Calls for an epigraph. How about this?

“When man substituted God for the Great Goddess he at the same time substituted authoritarian for humanitarian values.”

Amen Elizabeth Gould Davis.

Or how about three epigraphs? These two are compliments of Wilma Scott Heide.

“The only jobs for which no man is qualified are human incubator and wet nurse. Likewise, the only job for which no woman is or can be qualified is sperm donor.”

And “…we whose hands have rocked the cradle, are now using our heads to rock the boat.”

And a heads up, you do know that tomorrow afternoon – March 9th – Isobel is doing her Suffragists, Suffragettes – Deeds not Words walk.

Ok, moving on. Another London Walks announcement.

Andy Hotels has just rolled out a second Secrets of London’s Luxury Hotels Walk. It’s called More Luxury Hotels – Their Stories and Secrets.
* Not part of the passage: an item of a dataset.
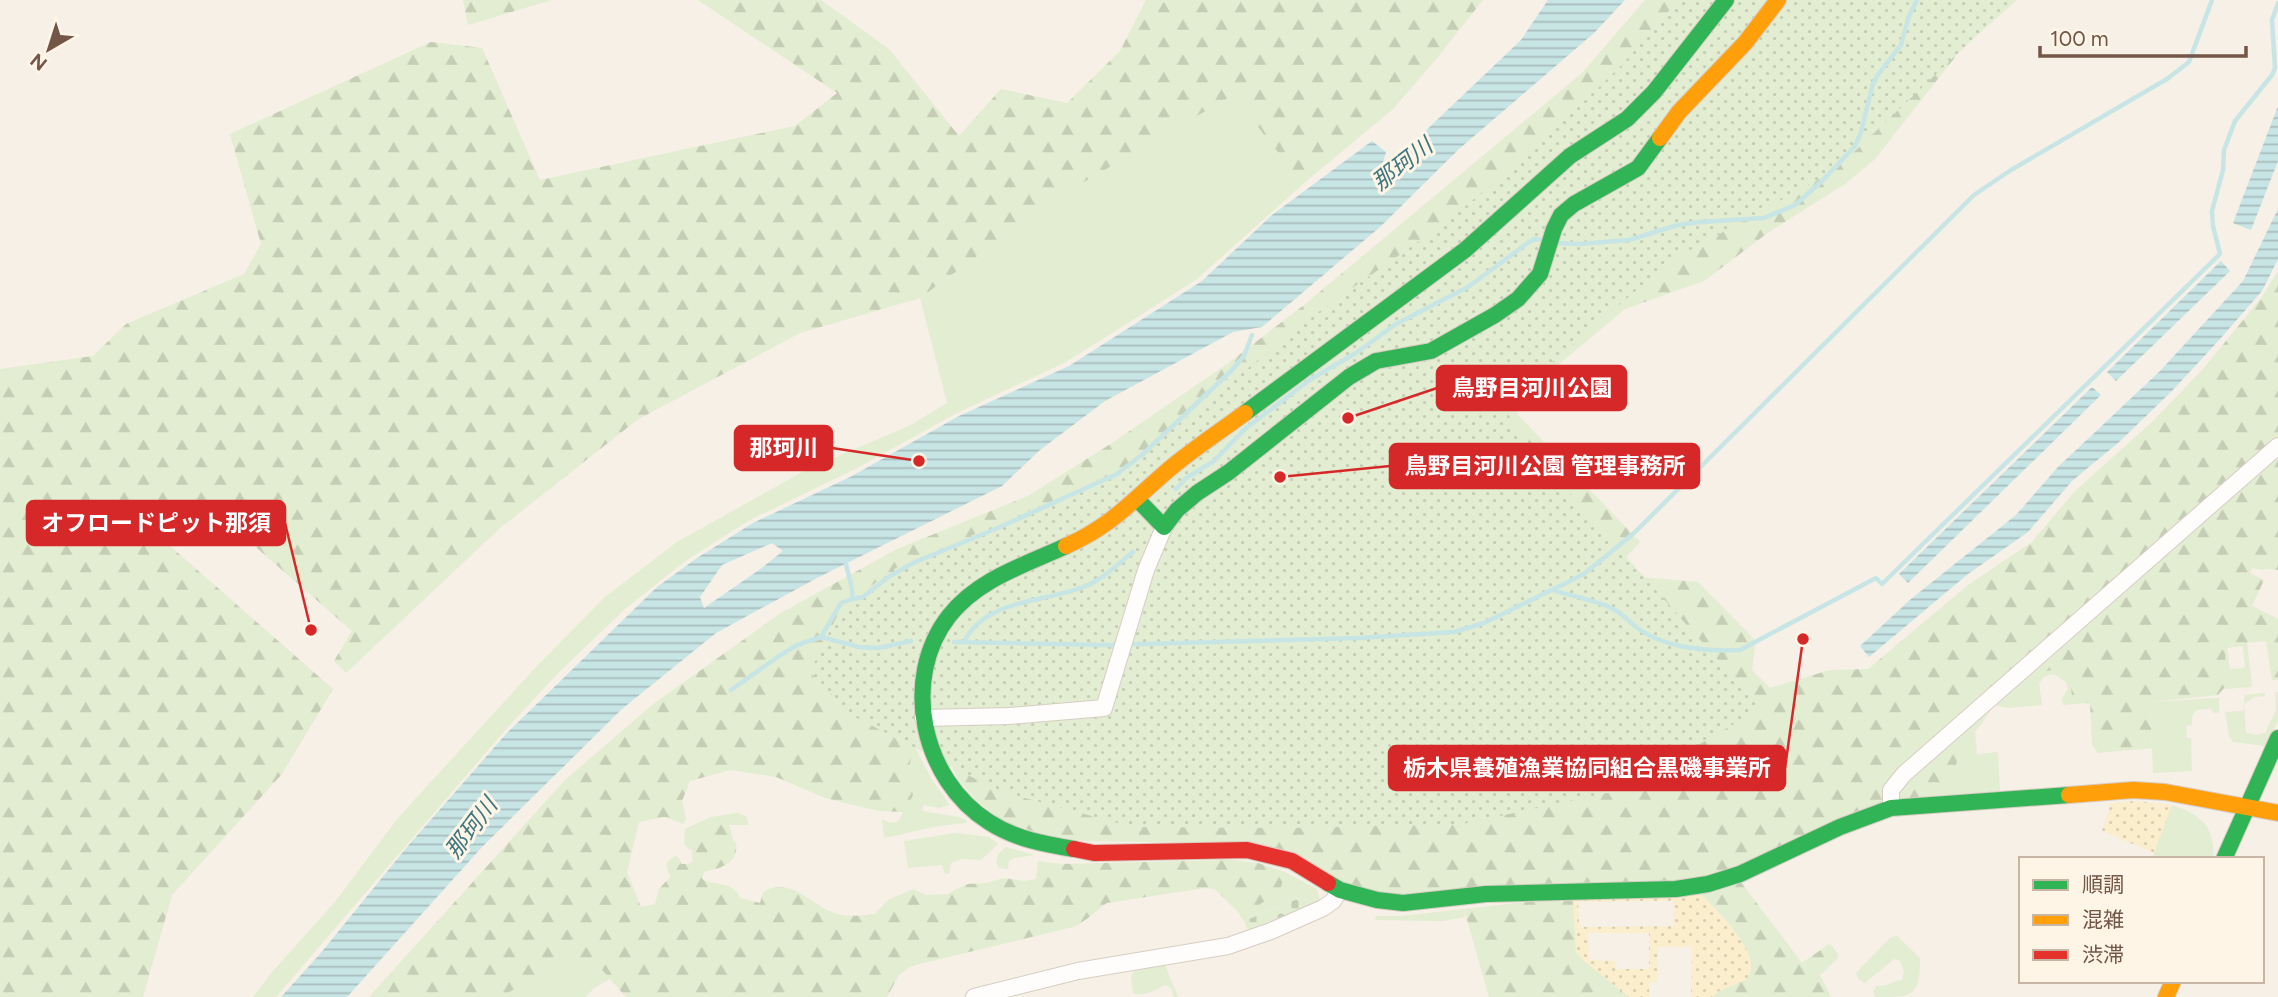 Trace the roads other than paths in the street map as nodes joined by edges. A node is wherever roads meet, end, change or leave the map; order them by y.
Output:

Here’s I say about it.

LASHINGS OF LUXURY, LIBERALITY AND LICENTIOUSNESS – ROUND II

Andy Hotels has written two books on London’s luxury hotels – on The Savoy and on Brown’s (indeed, he’s the resident historian of Brown’s Hotel). So two completely different Secrets of London’s Luxury Hotels walks – well, it was meant to be. It was always on the cards – face cards all of them. The first Secrets of London’s Luxury Hotels Walk – Round I takes in The Savoy. This walk – Round II – pays a visit to Browns (and Dukes, Claridge’s and the Connaught – the four Mayfair and St James’s aces). Different hotels, different neighbourhoods, different stories. Different secrets. Different walks.

They’re not prequel and sequel. They’re kith and kin but different. Two very different peas in the pod, as it were.

And here’s what Andy Hotels says about it.

Join Andy Hotels on a walk featuring Dukes, Brown’s, Claridge’s, The Connaught and beyond. This is a stand-alone walk that takes off where its sibling left off. It reveals the glitter and the glamour, the tales and the tricks, the famous folk and the foibles of another handful of the capital’s most frightfully famous lodgings.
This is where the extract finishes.